Au Gabon, avec ses caméras de chasse munies de détecteurs de mouvements, il réussira l’exploit de saisir deux fantômes de la jungle, le pangolin géant et le léopard. Un peu comme dans La Panthère des neiges ou dans Lynx: «J’ai adoré ces films. Vincent Munier et Laurent Geslin sont mes idoles.»

Dans le cadre de son master, il rejoint des chercheurs en Espagne, en Bretagne, dans les îles Canaries et à Bornéo, en Malaisie, où il effectue un cours d’écologie tropicale. S’entourer de spécialistes, comprendre leur travail, suivre leur recherche et, au final, rassembler toutes leurs connaissances, voilà ce qui motive Victor Ammann. «La communication scientifique est, de mon point de vue, capitale pour partager avec le public des projets et des actions concernant la protection et la valorisation du patrimoine naturel.»

La Suisse à vélo

En 2021, pause covid oblige, Victor Ammann est contraint de rester en Suisse. Sans rien faire? C’est mal le connaître. Avec sa caméra, il se rend dans le Jura pour traquer renards et chamois. Mais c’est le lynx qui viendra à sa rencontre. Pour le protéger, il ne dévoile pas l’endroit où il l’a croisé mais son impressionnante vidéo fait le buzz sur internet.

Dans sa série Bike to Wild, il parcourt la Suisse à vélo afin de dévoiler la biodiversité de notre pays. En huit épisodes sur YouTube, il raconte la vie d’espèces bien de chez nous, des libellules aux chauves-souris en passant par les éphémères et le grand tétras. «J’ai donné la parole aux biologistes qui tous mettent en avant la problématique qui se cache derrière leurs études: la destruction des habitats. On parle beaucoup de dérèglement climatique, de pollution, mais le problème numéro un reste la dégradation des habitats naturels au profit des activités humaines.»

Fort de son succès sur la toile, Victor Ammann prépare la saison 2 de Bike to Wild, prévue en 2023. Cette fois-ci, il descend le Rhône, du glacier à la Méditerranée. En tout, près de 200 kilomètres à vélo et 500 en kayak. «Je montre des coins extraordinaires, comme le Moulin de Vert à Genève. Cette zone marécageuse abrite une foule d’espèces très intéressantes. Ce genre d’endroits protégés devraient être reproduits en plus grand nombre car ils servent aussi de zones tampons lors des crues qui deviendront de plus en plus fréquentes à cause du dérèglement climatique.»
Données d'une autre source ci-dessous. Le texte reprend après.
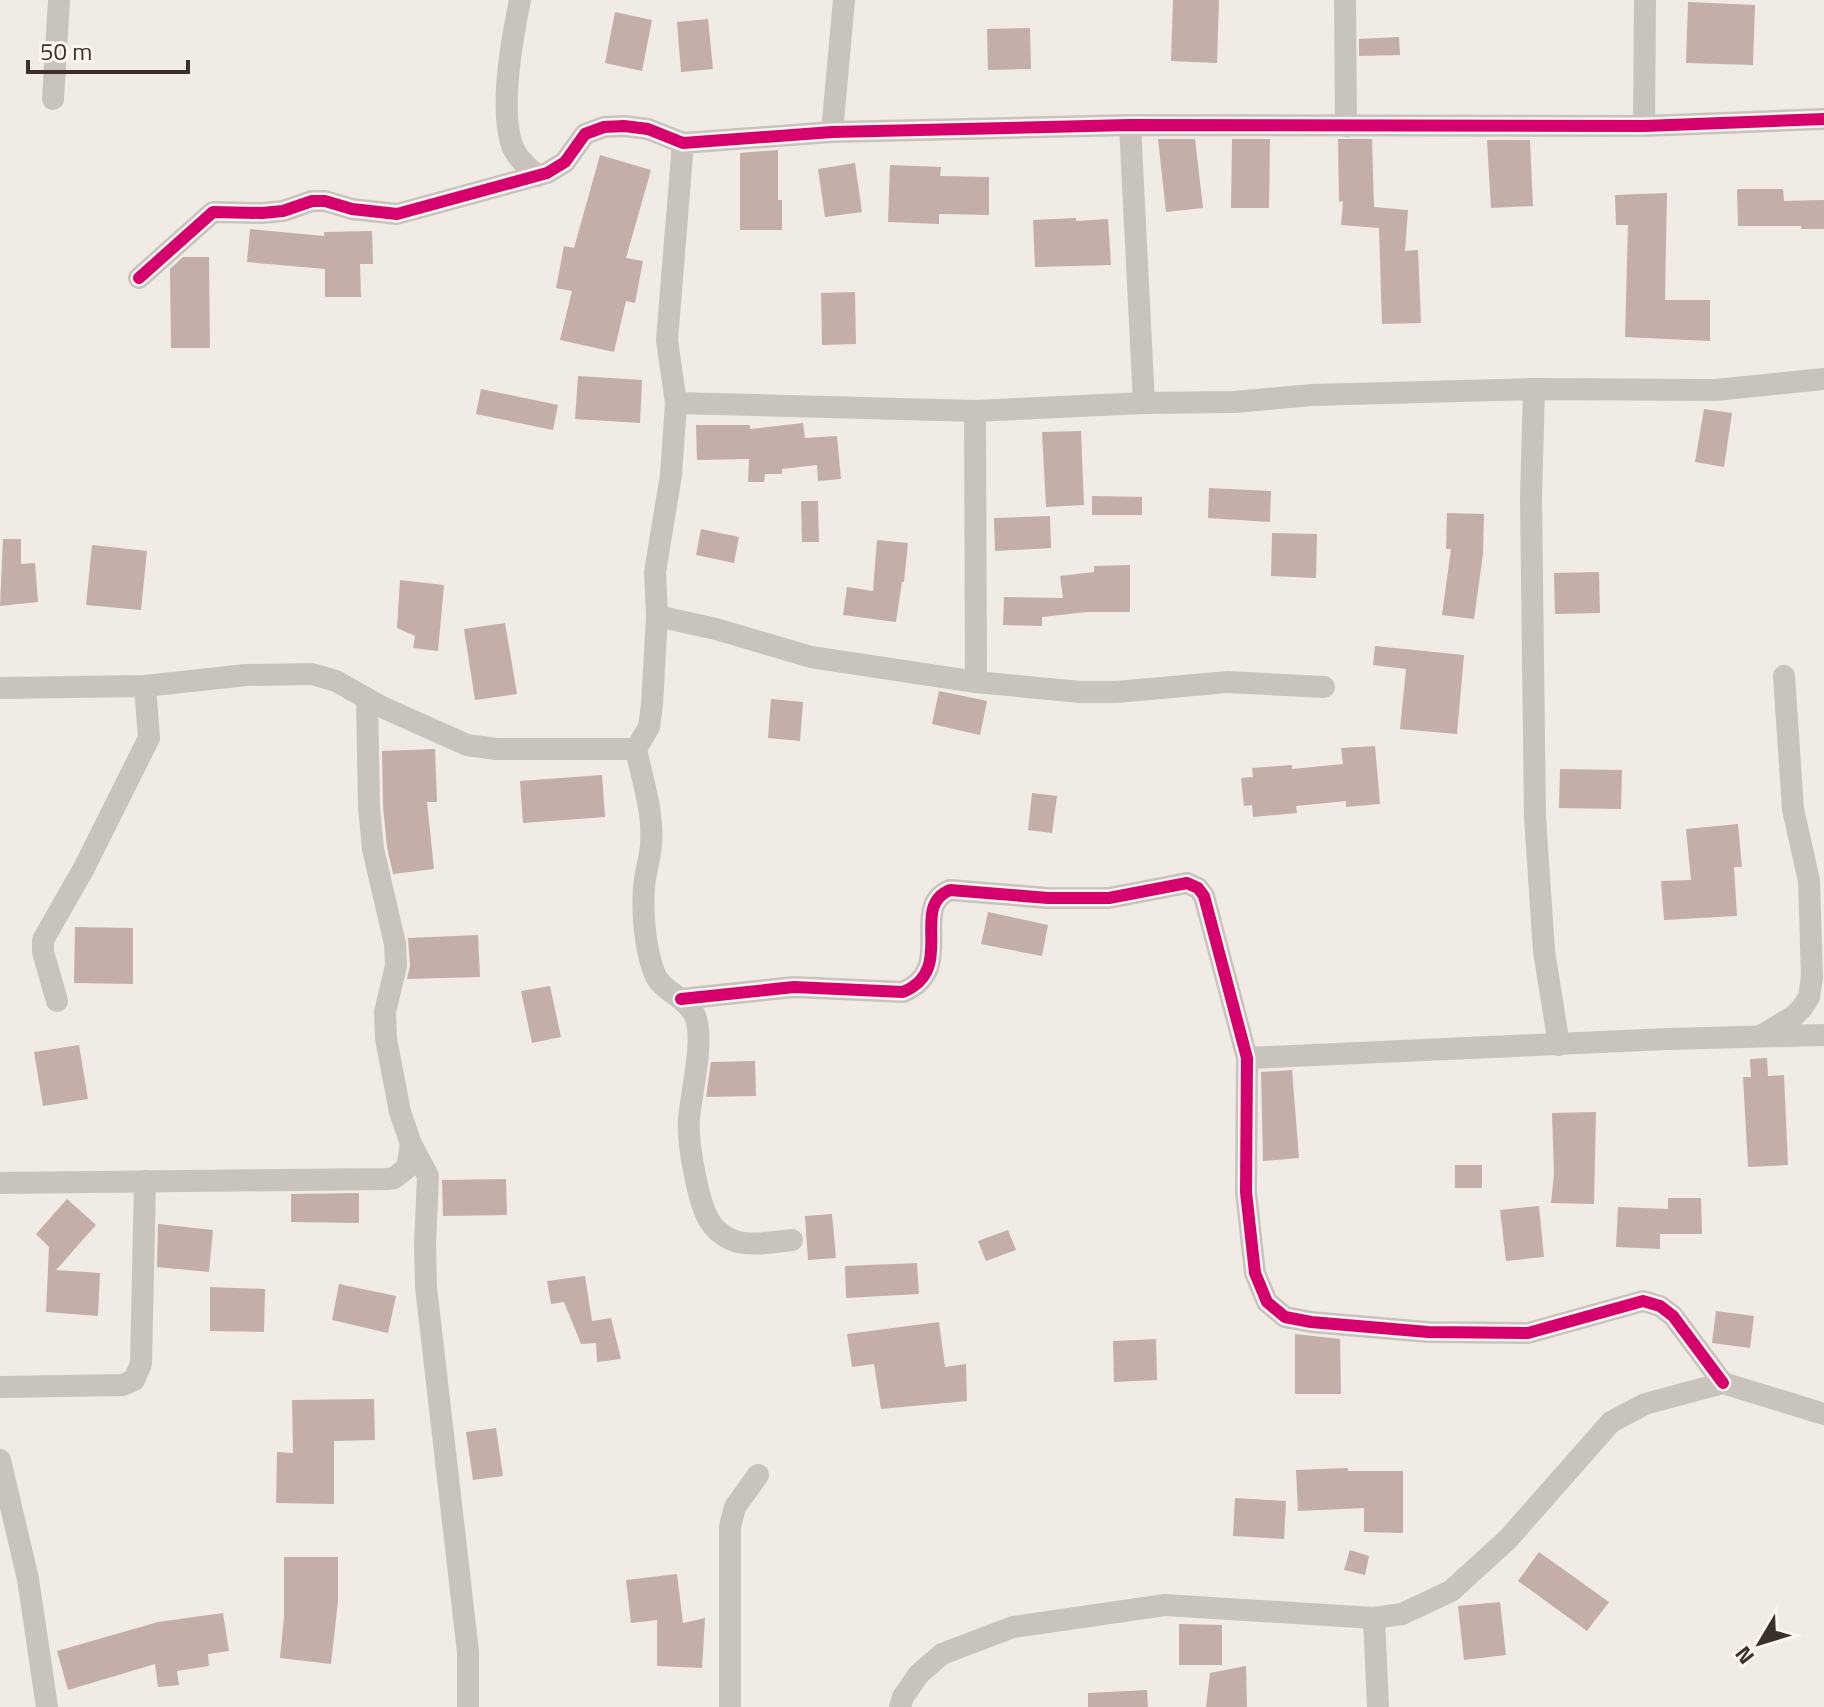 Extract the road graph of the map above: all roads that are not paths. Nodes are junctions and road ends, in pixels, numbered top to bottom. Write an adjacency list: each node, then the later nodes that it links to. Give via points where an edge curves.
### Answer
1 (59, 0): 6 (street)
2 (520, 0): 13 (street, via 510,50 508,119 516,153)
3 (844, 0): 11 (street)
4 (1345, 0): 9 (street)
5 (1645, 0): 10 (street)
6 (53, 99)
7 (1824, 119): 10 (street)
8 (1130, 125): 9 (street); 11 (street); 18 (street)
9 (1346, 126): 10 (street)
10 (1644, 126)
11 (832, 132): 12 (street)
12 (683, 143): 13 (street, via 648,129 604,127 585,134 565,162); 17 (street, via 667,340)
13 (537, 176): 14 (street, via 397,214 325,201 283,211 213,212)
14 (139, 278)
15 (1824, 379): 16 (street, via 1715,390)
16 (1534, 389): 18 (street); 32 (street, via 1535,817 1544,951)
17 (676, 403): 19 (street); 20 (street, via 655,572)
18 (1144, 403): 19 (street)
19 (975, 411): 22 (street)
20 (657, 616): 22 (street, via 811,657); 27 (street, via 649,727)
21 (1784, 676): 31 (street, via 1793,809 1809,881 1812,977 1802,1008)
22 (976, 682): 24 (street, via 1080,692 1228,682)
23 (145, 686): 25 (street); 26 (street, via 312,674); 29 (street, via 149,738 43,940)
24 (1324, 687)
25 (0, 688)
26 (367, 699): 27 (street, via 467,745); 34 (street, via 373,849 396,955 385,1012 386,1039)
27 (636, 749): 28 (street, via 651,818 644,902 649,948 655,974)
28 (681, 999): 33 (street, via 794,987 903,992 915,987 929,969 934,903 950,890 1109,898 1187,883 1204,896); 37 (street, via 695,1016 689,1136 708,1218 722,1234 745,1244)
29 (57, 1001)
30 (1824, 1035): 31 (street)
31 (1760, 1036): 32 (street)
32 (1559, 1045): 33 (street)
33 (1247, 1058): 38 (street, via 1246,1192 1255,1273 1267,1302 1285,1317 1428,1332 1528,1333 1643,1301 1673,1316)
34 (411, 1144): 35 (street, via 407,1168 387,1179); 45 (street, via 428,1176 426,1287 466,1638)
35 (145, 1181): 36 (street); 39 (street, via 141,1364 134,1380 123,1385)
36 (0, 1183)
37 (792, 1240)
38 (1723, 1383): 40 (street); 43 (street, via 1645,1404 1611,1422 1508,1539 1451,1591 1402,1614)
39 (0, 1387)
40 (1824, 1414)
41 (0, 1460): 44 (street, via 28,1579)
42 (758, 1475): 46 (street, via 735,1507 730,1527)
43 (1374, 1618): 47 (street, via 1165,1605 1013,1627 942,1654 919,1674); 48 (street)
44 (47, 1707)
45 (468, 1707)
46 (730, 1707)
47 (900, 1707)
48 (1378, 1707)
Depuis une année, le jeune biologiste a complété son expérience sur le terrain par trois voyages au Congo, afin d’illustrer le travail des scientifiques qui étudient les bonobos et leur conservation.

Ici et là-bas

Victor Ammann ne se contente pas de beaux discours et encore moins de belles images. Avec intelligence, il sensibilise le grand public à ces problématiques, s’adresse aux enfants dans les écoles, organise des nettoyages de rivières, donne des conférences, comme la dernière en date au Festival Salamandre.

Il est ici et là-bas, mais pas n’importe où. Et peu à peu, il devient un porte-parole de l’écologie. «Nous sommes à un moment charnière et la situation est alarmante. Il n’est peut-être pas trop tard, mais il faut agir. Et vite. Je ne vais ni le crier, ni le dire avec des larmes, car le message ne passera pas. Moi, j’ai décidé de montrer ce qui peut être protégé.»


Profil

1992 Naissance le 5 novembre à Genève.

2015 Université de Lausanne en biologie.

2018 Première expédition en Afrique, au Gabon.

2021 Début du projet «Bike to Wild», une série de huit épisodes vidéo à la découverte de la biodiversité suisse.

2021 Au Congo, trois expéditions avec une équipe de chercheurs qui étudient les bonobos.